MOOCs being conflated with any (and all) forms on distance learning has been happening since xMOOCs hit the market in 2011/2012. They are not one and a the same. MOOCs are a form of distance learning, but they are not the form of distance learning. MOOCs are also not a bad product. You always have to go back and ask "what is our goal?" and even then "what is this good for?" The adhesive used on post-it notes is a lousy product. Yes, you heard it right. It's a lousy product because the goal was to develop a super-strong adhesive. However, someone saw this product and created an ingenious use for it, and something that couldn't have existed without the lousy product was created♥. MOOCs have their purpose. It may not be the lofty goal of democratizing education¤ that we kept hearing back in 2012, but that doesn't mean that they are failures in totality.
On another track, many colleagues have been posting about this outbreak being the perfect opportunity for institutions to embrace online learning, and that this global turn of events will (magically) make people see the light. The unspoken assumption being that attitudes will change, and long-term practices will change. This is completely and utterly false, and it's exemplified by the tweet above. Vanguards of the "campus is best for learning" camp won't experience an attitudinal change en masse because of this turn of events. They'll most likely hold their metaphorical nose, get through it, and then go back to their established practices. Why? Many reasons§, but here are the highlights IMO:
Attitudinal change requires an open mind - I don't think most campus faculty have that when it comes to pedagogy (sorry!). This lack of creativity, I would say comes from a lack in pedagogical training. Doctoral programs prepare you to research, and teaching is always secondary (or even tertiary!). It seems like many doctoral programs just drop people into teaching situations and have them sink or swim (pretty stressful, if you ask me!). So what happens? Those doctoral students rely on mimicry - doing what they've seen done unto them in the classroom. Maybe some will break through this cycle and experiment with pedagogy, but that's not a given. And, when faculty are hired lots of attention is paid to attending conferences and publishing, but little (if any) on teaching PD! So, previous behavior and belief patterns are reinforced through the pre-tenure period¶ and in your post-tenure period∞. I don't need to see the outcome of the coronavirus to know that teaching faculty with these attitudes will use distance learning like a rented car, and when their ride is back from the shop, they will never think about the affordances (and the learners that might need online learning) again...or at least until the next emergency.

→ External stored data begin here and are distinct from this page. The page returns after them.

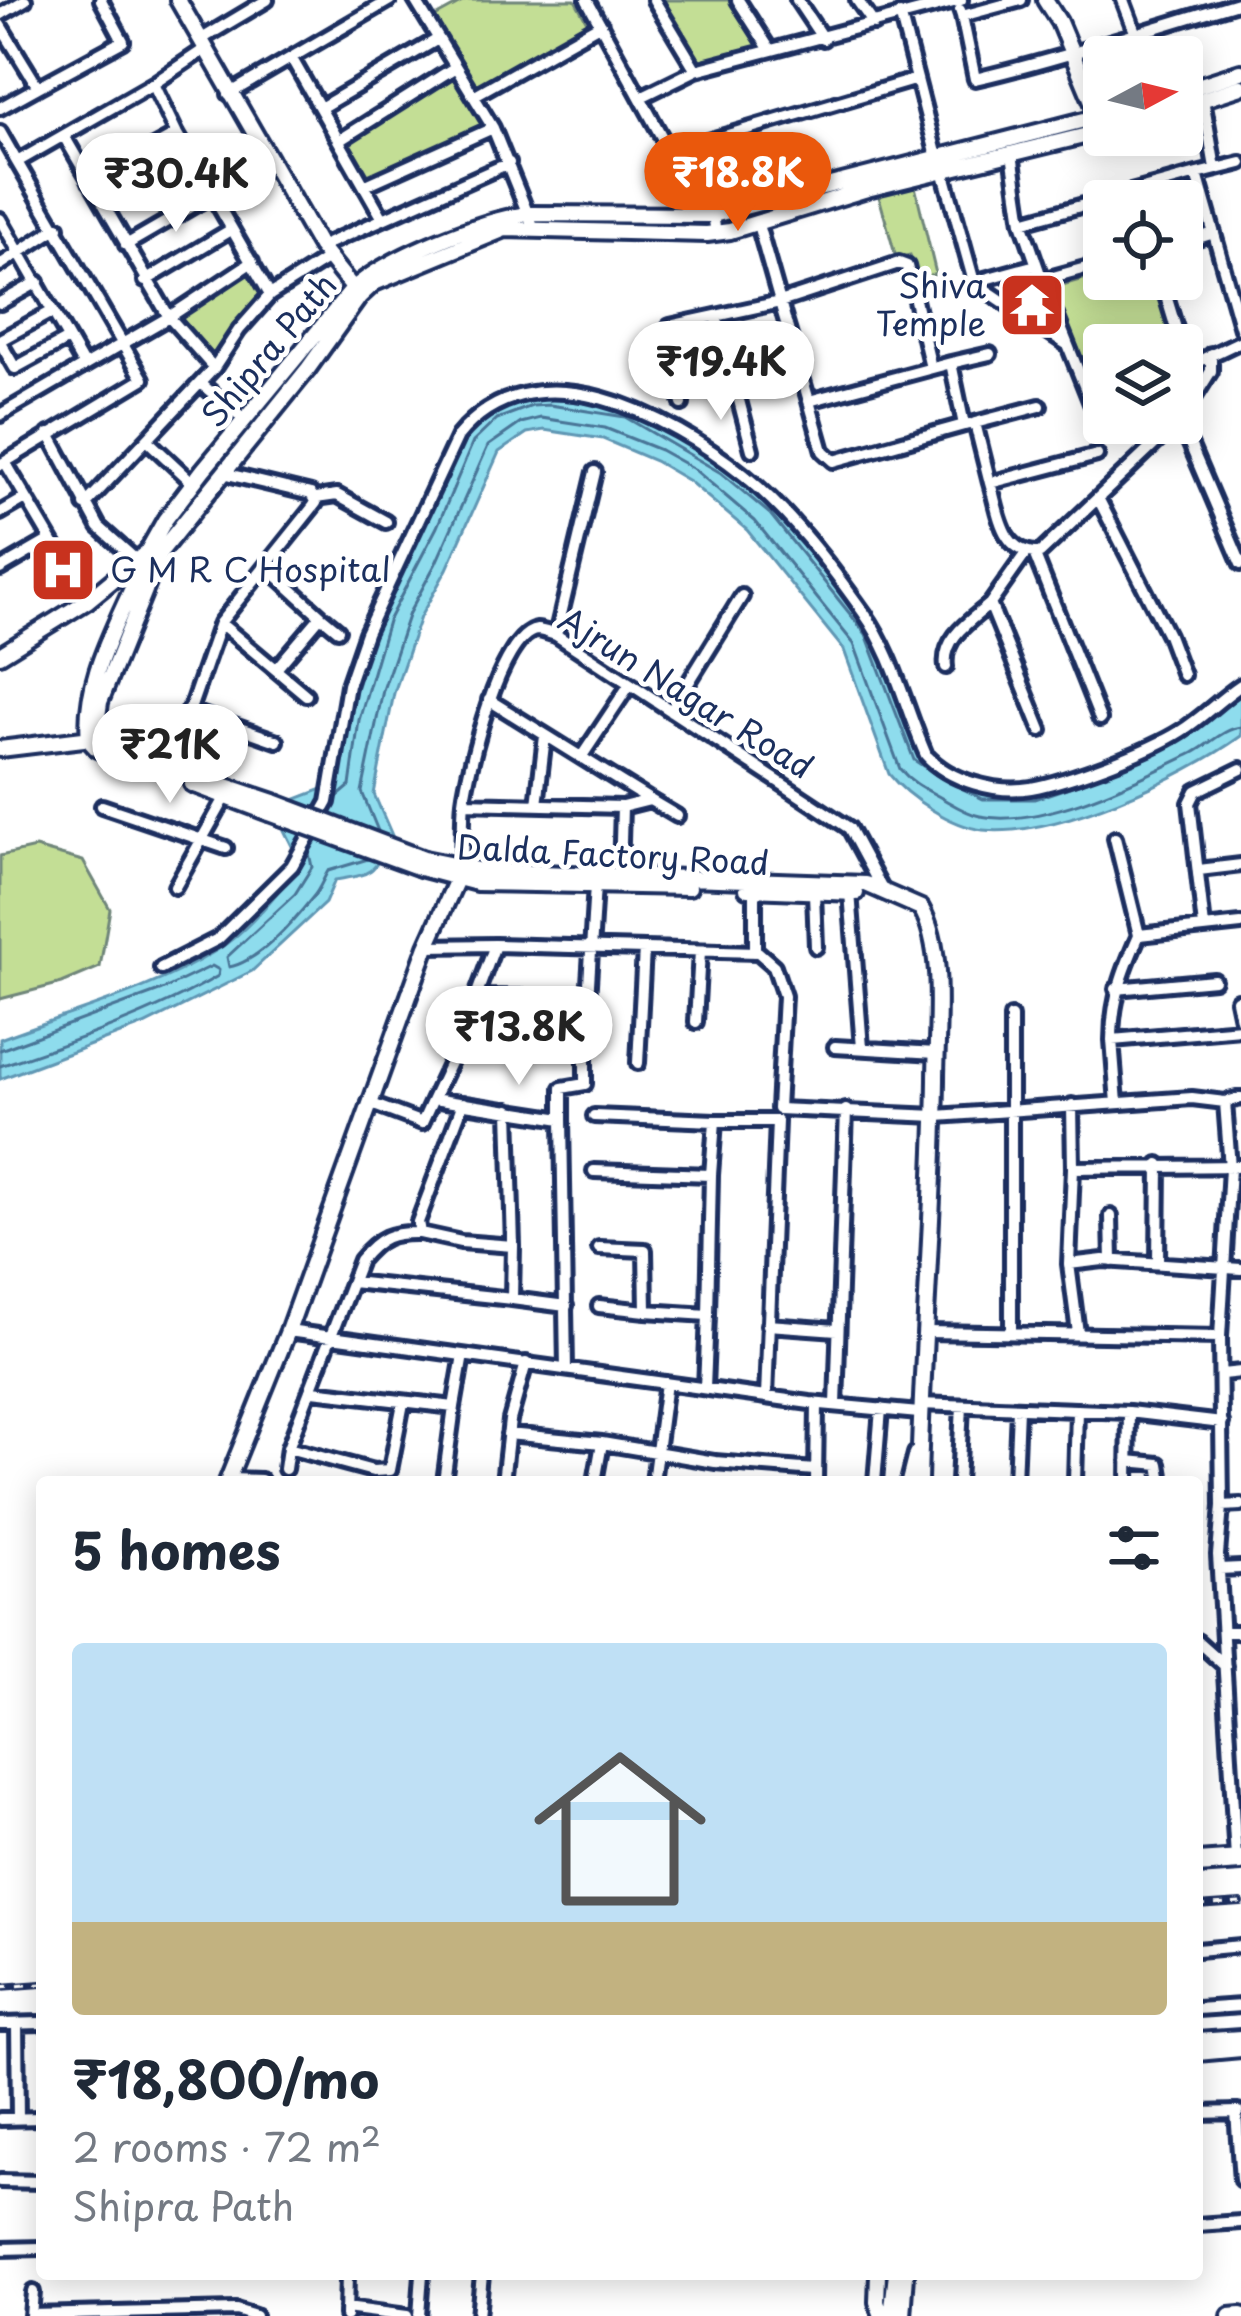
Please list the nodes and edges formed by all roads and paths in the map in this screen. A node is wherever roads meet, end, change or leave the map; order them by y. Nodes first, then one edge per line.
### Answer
1 (25, 0) edge
2 (101, 0) edge
3 (178, 0) edge
4 (266, 0) edge
5 (390, 0) edge
6 (415, 0) edge
7 (587, 0) edge
8 (654, 0) edge
9 (738, 0) edge
10 (797, 0) edge
11 (857, 0) edge
12 (958, 0) edge
13 (1022, 0) edge
14 (1045, 0) edge
15 (1123, 0) edge
16 (1241, 2) edge
17 (900, 14) junction
18 (0, 15) edge
19 (962, 16) junction
20 (602, 24) junction
21 (874, 24) junction
22 (0, 25) edge
23 (1135, 32) junction
24 (438, 39) junction
25 (823, 39) junction
26 (202, 44) junction
27 (770, 50) junction
28 (1071, 57) junction
29 (292, 59) junction
30 (454, 68) junction
31 (696, 70) junction
32 (1241, 72) edge
33 (916, 79) junction
34 (1083, 82) edge
35 (153, 83) junction
36 (1203, 84) edge
37 (38, 87) junction
38 (1241, 87) edge
39 (229, 94) junction
40 (475, 95) junction
41 (641, 97) junction
42 (1203, 99) joint
43 (322, 107) junction
44 (0, 108) edge
45 (493, 128) junction
46 (1083, 128) edge
47 (1083, 130) edge
48 (177, 134) junction
49 (64, 136) junction
50 (2, 140) edge
51 (340, 140) junction
52 (670, 152) junction
53 (1012, 154) junction
54 (17, 161) junction
55 (509, 164) junction
56 (940, 164) junction
57 (1241, 164) edge
58 (1215, 169) junction
59 (1197, 174) junction
60 (90, 182) junction
61 (366, 185) junction
62 (212, 195) junction
63 (713, 215) junction
64 (382, 217) junction
65 (0, 219) edge
66 (531, 221) junction
67 (758, 221) junction
68 (1022, 222) junction
69 (58, 227) junction
70 (232, 229) junction
71 (716, 233) junction
72 (1214, 233) junction
73 (1203, 236) edge
74 (127, 245) junction
75 (325, 252) junction
76 (20, 253) junction
77 (251, 262) junction
78 (0, 265) edge
79 (1036, 265) junction
80 (1083, 269) edge
81 (1042, 280) junction
82 (145, 281) junction
83 (38, 282) junction
84 (974, 282) junction
85 (356, 292) junction
86 (270, 295) junction
87 (780, 302) junction
88 (0, 303) edge
89 (53, 310) junction
90 (169, 316) junction
91 (716, 316) junction
92 (1241, 329) edge
93 (68, 339) junction
94 (0, 341) edge
95 (1241, 341) edge
96 (1065, 343) junction
97 (122, 344) junction
98 (990, 354) dead end
99 (1211, 354) junction
100 (1203, 358) edge
101 (951, 363) junction
102 (84, 366) junction
103 (15, 368) junction
104 (214, 368) junction
105 (931, 368) junction
106 (799, 371) junction
107 (0, 377) edge
108 (200, 383) junction
109 (1203, 384) edge
110 (735, 385) junction
111 (1083, 385) edge
112 (809, 400) junction
113 (682, 404) dead end
114 (1040, 406) dead end
115 (0, 415) edge
116 (245, 420) junction
117 (970, 424) junction
118 (49, 434) junction
119 (147, 440) junction
120 (1157, 444) edge
121 (1190, 444) edge
122 (752, 450) dead end
123 (1096, 455) dead end
124 (3, 463) edge
125 (595, 472) dead end
126 (223, 473) junction
127 (193, 483) junction
128 (990, 483) junction
129 (316, 498) junction
130 (24, 499) junction
131 (1100, 500) junction
132 (85, 506) junction
133 (0, 513) edge
134 (386, 522) dead end
135 (50, 540) junction
136 (1030, 553) junction
137 (148, 554) junction
138 (1241, 564) edge
139 (267, 567) junction
140 (0, 569) edge
141 (742, 596) dead end
142 (87, 601) junction
143 (990, 604) junction
144 (321, 616) junction
145 (220, 623) junction
146 (338, 630) dead end
147 (556, 635) junction
148 (0, 655) edge
149 (946, 667) dead end
150 (276, 670) junction
151 (1183, 675) dead end
152 (630, 684) junction
153 (1241, 685) edge
154 (306, 695) dead end
155 (489, 700) junction
156 (188, 710) junction
157 (671, 711) junction
158 (1100, 719) dead end
159 (1041, 730) dead end
160 (545, 736) junction
161 (94, 739) junction
162 (278, 741) dead end
163 (0, 749) edge
164 (582, 757) junction
165 (170, 767) junction
166 (1241, 769) edge
167 (225, 798) junction
168 (650, 800) junction
169 (464, 803) junction
170 (102, 806) dead end
171 (537, 806) junction
172 (622, 807) junction
173 (272, 808) junction
174 (677, 816) dead end
175 (1115, 838) dead end
176 (202, 842) junction
177 (226, 848) dead end
178 (1241, 865) edge
179 (1198, 870) junction
180 (459, 874) junction
181 (620, 874) junction
182 (595, 884) junction
183 (175, 887) dead end
184 (755, 889) junction
185 (879, 891) junction
186 (814, 892) junction
187 (850, 892) junction
188 (1241, 924) edge
189 (1204, 927) junction
190 (1139, 935) junction
191 (495, 945) junction
192 (428, 946) junction
193 (589, 947) junction
194 (816, 947) dead end
195 (644, 949) junction
196 (700, 951) junction
197 (755, 952) junction
198 (161, 968) dead end
199 (1214, 980) dead end
200 (1116, 989) junction
201 (477, 997) junction
202 (587, 998) junction
203 (1238, 1000) dead end
204 (1011, 1017) dead end
205 (1241, 1019) edge
206 (696, 1022) dead end
207 (1241, 1029) edge
208 (1112, 1040) junction
209 (835, 1047) dead end
210 (862, 1048) junction
211 (456, 1050) junction
212 (585, 1050) junction
213 (936, 1053) junction
214 (638, 1063) dead end
215 (1241, 1097) edge
216 (433, 1099) junction
217 (1225, 1102) junction
218 (369, 1103) junction
219 (464, 1103) junction
220 (1117, 1103) junction
221 (1072, 1105) junction
222 (1009, 1108) junction
223 (509, 1110) junction
224 (846, 1110) junction
225 (778, 1115) junction
226 (594, 1116) dead end
227 (937, 1116) junction
228 (562, 1119) junction
229 (716, 1121) junction
230 (1159, 1164) junction
231 (1235, 1167) edge
232 (1073, 1168) junction
233 (594, 1171) dead end
234 (711, 1175) junction
235 (1111, 1216) dead end
236 (1235, 1220) edge
237 (420, 1233) junction
238 (513, 1246) junction
239 (598, 1248) dead end
240 (1112, 1261) junction
241 (1159, 1263) junction
242 (1069, 1264) junction
243 (1223, 1269) junction
244 (1241, 1269) edge
245 (352, 1282) junction
246 (512, 1299) junction
247 (566, 1306) junction
248 (599, 1306) dead end
249 (646, 1311) junction
250 (707, 1315) junction
251 (1223, 1315) junction
252 (1241, 1315) edge
253 (768, 1325) junction
254 (837, 1330) junction
255 (288, 1331) junction
256 (1011, 1331) junction
257 (926, 1332) junction
258 (1078, 1333) junction
259 (332, 1337) junction
260 (1220, 1337) junction
261 (463, 1355) junction
262 (526, 1363) junction
263 (566, 1369) junction
264 (1241, 1372) edge
265 (1222, 1374) junction
266 (666, 1383) junction
267 (705, 1388) junction
268 (313, 1391) junction
269 (766, 1397) junction
270 (403, 1403) junction
271 (817, 1404) junction
272 (836, 1405) junction
273 (962, 1406) junction
274 (454, 1408) junction
275 (880, 1408) junction
276 (1018, 1408) junction
277 (920, 1409) junction
278 (1077, 1410) junction
279 (1129, 1412) junction
280 (1222, 1423) junction
281 (508, 1434) junction
282 (1241, 1438) edge
283 (1222, 1439) junction
284 (602, 1443) junction
285 (288, 1448) junction
286 (657, 1452) junction
287 (1128, 1461) junction
288 (285, 1469) dead end
289 (230, 1476) edge
290 (445, 1476) edge
291 (504, 1476) edge
292 (597, 1476) edge
293 (653, 1476) edge
294 (815, 1476) edge
295 (874, 1476) edge
296 (914, 1476) edge
297 (958, 1476) edge
298 (1016, 1476) edge
299 (1075, 1476) edge
300 (1128, 1476) edge
301 (1161, 1476) edge
302 (1241, 1505) edge
303 (1222, 1506) junction
304 (1241, 1568) edge
305 (1219, 1569) junction
306 (1222, 1632) junction
307 (1241, 1632) edge
308 (1203, 1646) edge
309 (1225, 1666) junction
310 (1234, 1695) edge
311 (1236, 1757) edge
312 (1239, 1856) edge
313 (1203, 1860) edge
314 (1241, 1946) edge
315 (1203, 1949) edge
316 (1241, 2006) edge
317 (1203, 2008) edge
318 (36, 2023) edge
319 (0, 2024) edge
320 (17, 2024) junction
321 (1241, 2038) edge
322 (1203, 2041) edge
323 (1241, 2049) edge
324 (1203, 2052) edge
325 (1238, 2112) edge
326 (1203, 2113) edge
327 (0, 2119) edge
328 (18, 2119) junction
329 (36, 2119) edge
330 (1241, 2180) edge
331 (0, 2181) edge
332 (36, 2182) edge
333 (1241, 2222) edge
334 (1203, 2224) edge
335 (36, 2248) edge
336 (0, 2249) edge
337 (347, 2280) edge
338 (422, 2280) edge
339 (481, 2280) edge
340 (881, 2280) edge
341 (895, 2280) edge
342 (906, 2280) edge
343 (32, 2292) dead end
344 (346, 2312) edge
345 (148, 2314) edge
346 (196, 2314) edge
347 (1241, 2315) edge
348 (31, 2316) edge
349 (255, 2316) edge
350 (406, 2316) edge
351 (419, 2316) edge
352 (478, 2316) edge
353 (886, 2316) edge
354 (903, 2316) edge
355 (1230, 2316) edge

1 - 18 street
2 - 37 street
3 - 26 street
4 - 26 street
5 - 29 street
6 - 24 street
7 - 20 street
8 - 31 street
9 - 27 street
10 - 25 street
11 - 21 street
12 - 17 street
12 - 19 street
13 - 19 street
14 - 28 street
15 - 23 street
16 - 23 street
17 - 21 street
17 - 33 street
19 - 28 street
20 - 40 street
20 - 41 street
21 - 25 street
22 - 37 street
23 - 28 street
24 - 30 street
24 - 43 street
25 - 27 street
26 - 35 street
26 - 39 street
27 - 31 street
28 - 34 street
29 - 39 street
29 - 43 street
30 - 40 street
30 - 51 street
31 - 41 street
32 - 36 street
33 - 52 street
33 - 56 street
35 - 48 street
35 - 49 street
37 - 44 street
38 - 42 street
39 - 75 street
40 - 45 street
41 - 52 street
42 - 58 street
43 - 51 street
45 - 55 street
45 - 61 street
46 - 56 street, Shipra Path
47 - 53 street, Shipra Path
48 - 60 street
48 - 62 street
49 - 54 street
49 - 60 street
50 - 54 street
51 - 61 street
52 - 63 street
53 - 56 street, Shipra Path
53 - 68 street
54 - 69 street
55 - 64 street
55 - 66 street
56 - 63 street, Shipra Path
56 - 67 street, Shipra Path
56 - 84 street
57 - 58 street
58 - 59 street
59 - 68 street
59 - 72 street
60 - 74 street
61 - 64 street
62 - 70 street
62 - 74 street
63 - 66 street, Shipra Path
63 - 71 street
64 - 75 street
65 - 76 street
66 - 71 street, Shipra Path
66 - 85 street, Shipra Path
67 - 71 street, Shipra Path
67 - 87 street
68 - 79 street
69 - 76 street
69 - 97 street
70 - 77 street
70 - 82 street
72 - 73 street
72 - 92 street
74 - 82 street
75 - 85 street
75 - 86 street
76 - 78 street
76 - 83 street
77 - 86 street
77 - 90 street
79 - 81 street
79 - 84 street
80 - 81 street
81 - 96 street
82 - 90 street
83 - 88 street
83 - 89 street
84 - 96 street
85 - 116 street, Shipra Path
85 - 126 street, Shipra Path
86 - 104 street
87 - 91 street
87 - 105 street
87 - 106 street
89 - 93 street
89 - 94 street
90 - 97 street
90 - 104 street
91 - 110 street
91 - 113 street
93 - 102 street
93 - 103 street
94 - 103 street
95 - 99 street
96 - 111 street
97 - 102 street
97 - 118 street
98 - 101 street
99 - 100 street
99 - 109 street
101 - 105 street
101 - 117 street
102 - 115 street
103 - 107 street
104 - 108 street
105 - 112 street
106 - 110 street
106 - 112 street
108 - 116 street
108 - 119 street
110 - 122 street
112 - 117 street
114 - 117 street
116 - 127 street, Shipra Path
117 - 128 street
118 - 124 street
118 - 132 street
119 - 127 street
119 - 132 street
120 - 131 street
121 - 138 street
123 - 128 street
124 - 130 street
125 - 147 street
126 - 129 street
126 - 137 street, Shipra Path
127 - 137 street, Shipra Path
128 - 136 street
129 - 134 street
129 - 139 street
130 - 133 street
130 - 135 street
131 - 136 street
131 - 151 street
132 - 137 street
135 - 140 street
135 - 142 street
136 - 143 street
136 - 158 street
137 - 142 street, Shipra Path
137 - 161 street
139 - 144 street
139 - 145 street
141 - 157 street
142 - 148 street, Shipra Path
143 - 149 street
143 - 159 street
144 - 146 street
144 - 150 street
145 - 150 street
145 - 156 street
147 - 152 street, Ajrun Nagar Road
147 - 155 street, Ajrun Nagar Road
150 - 154 street
152 - 157 street, Ajrun Nagar Road
152 - 164 street
153 - 198 street
155 - 160 street
155 - 169 street, Ajrun Nagar Road
156 - 162 street
156 - 165 street
157 - 185 street, Ajrun Nagar Road
160 - 164 street
160 - 171 street
161 - 163 street, Dalda Factory Road
161 - 165 street, Dalda Factory Road
161 - 167 street, Dalda Factory Road
164 - 168 street
165 - 173 street, Dalda Factory Road
166 - 179 street
167 - 173 street, Dalda Factory Road
167 - 176 street
168 - 172 street
168 - 174 street
169 - 171 street
169 - 180 street, Ajrun Nagar Road
170 - 176 street
171 - 172 street
172 - 181 street
173 - 180 street, Dalda Factory Road, bridge
175 - 190 street
176 - 177 street
176 - 183 street
178 - 179 street
179 - 189 street
180 - 181 street, Dalda Factory Road
180 - 182 street, Dalda Factory Road
180 - 192 street, Ajrun Nagar Road
181 - 185 street, Dalda Factory Road
182 - 184 street, Dalda Factory Road
182 - 193 street
184 - 186 street, Dalda Factory Road
184 - 197 street
185 - 187 street, Dalda Factory Road
185 - 213 street, Dalda Factory Road
186 - 187 street, Dalda Factory Road
186 - 194 street
187 - 210 street
188 - 189 street
189 - 190 street
190 - 200 street
191 - 192 street
191 - 193 street
191 - 201 street
192 - 218 street, Ajrun Nagar Road
193 - 195 street
193 - 202 street
195 - 196 street
195 - 214 street
196 - 197 street
196 - 206 street
197 - 225 street
199 - 200 street
200 - 208 street
201 - 202 street
201 - 211 street
202 - 212 street
203 - 205 street
204 - 222 street
207 - 208 street
208 - 220 street
209 - 210 street
210 - 213 street
211 - 212 street
211 - 216 street
212 - 228 street
213 - 227 street, Dalda Factory Road
215 - 217 street
216 - 218 street
216 - 219 street
217 - 220 street
217 - 231 street
218 - 255 street, Ajrun Nagar Road
219 - 223 street
219 - 237 street
220 - 221 street
221 - 222 street
221 - 232 street
222 - 227 street
222 - 256 street
223 - 228 street
223 - 238 street
224 - 225 street
224 - 227 street
224 - 254 street
225 - 229 street
225 - 253 street
226 - 229 street
227 - 257 street, Dalda Factory Road
228 - 247 street
229 - 234 street
230 - 231 street
230 - 232 street
230 - 241 street
231 - 236 street
232 - 242 street
233 - 234 street
234 - 250 street
235 - 240 street
236 - 243 street
237 - 238 street
237 - 245 street
238 - 246 street
239 - 249 street
240 - 241 street
240 - 242 street
241 - 243 street
242 - 258 street
243 - 244 street
243 - 251 street
245 - 246 street
245 - 259 street
246 - 247 street
247 - 263 street
248 - 249 street
249 - 250 street
250 - 267 street
251 - 252 street
251 - 260 street
253 - 254 street
253 - 269 street
254 - 272 street
255 - 259 street
255 - 289 street, Ajrun Nagar Road
256 - 257 street
256 - 258 street
257 - 277 street, Dalda Factory Road
258 - 260 street
259 - 261 street
259 - 268 street
260 - 265 street
261 - 262 street
261 - 274 street
262 - 263 street
262 - 281 street
263 - 266 street
264 - 265 street
265 - 280 street
266 - 267 street
266 - 286 street
267 - 269 street
268 - 270 street
268 - 285 street
269 - 271 street
270 - 274 street
270 - 285 street
271 - 272 street
271 - 294 street
272 - 275 street
273 - 276 street
273 - 277 street
273 - 297 street
274 - 290 street
275 - 277 street
275 - 295 street
276 - 278 street
276 - 298 street
277 - 296 street, Dalda Factory Road
278 - 279 street
278 - 299 street
279 - 280 street
279 - 287 street
280 - 283 street
281 - 284 street
281 - 291 street
282 - 283 street
283 - 303 street
284 - 286 street
284 - 292 street
285 - 288 street
286 - 293 street
286 - 294 street
287 - 300 street
287 - 301 street
302 - 303 street
303 - 305 street
304 - 305 street
305 - 306 street
306 - 307 street
306 - 309 street
308 - 309 street
309 - 310 street
310 - 311 street
311 - 312 street
312 - 313 street
314 - 315 street
316 - 317 street
318 - 320 street
319 - 320 street
320 - 328 street
321 - 322 street
323 - 324 street
325 - 326 street
325 - 330 street
327 - 328 street
328 - 329 street
331 - 332 street
333 - 334 street
335 - 336 street
337 - 344 street
338 - 351 street
339 - 352 street
340 - 353 street
341 - 353 street
342 - 354 street
343 - 348 street
344 - 350 street
345 - 346 street
345 - 348 street
346 - 349 street
347 - 355 street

Anyway - to wrap this up, one voice that is conspicuously absent is the voice of staff members in this. Staff will be called upon to support learners at a distance, and/or faculty who will (maybe, possibly, probably) be teaching online for a little while. What is their role in all this? How are they supported to do their work, and what are their thoughts and needs in the process. The university is a complex organism but only faculty are seen as valuable stakeholders here🙄. This attitude needs to change if we are to have productive solutions and discussions when it comes to emergencies.
thoughts? comments?
Notes and Marginalia:
† hey, this is starting to sound like a confessional...let's see where it goes...
‡ I am currently signed up for 2 MOOCs on FutureLearn and 1 on EdX
♠ I'd also argue that Udemy is more of a self-paced eLearning platform and not a MOOC LMS...but that's a whole other discussion.
♥ and used all over the world in offices today
¤ personally I think this goal was overstated as people got swept up in the MOOC fever and institutional FOMO. We might be seeing another kind of FOMO here with this coronavirus.
§ and probably best suited for a separate blog post
¶ where you might be on emergency-mode all the time while you're attempting to get tenure
∞ if your institution hasn't spent too much time fretting about your teaching until now, why would they do it in the future?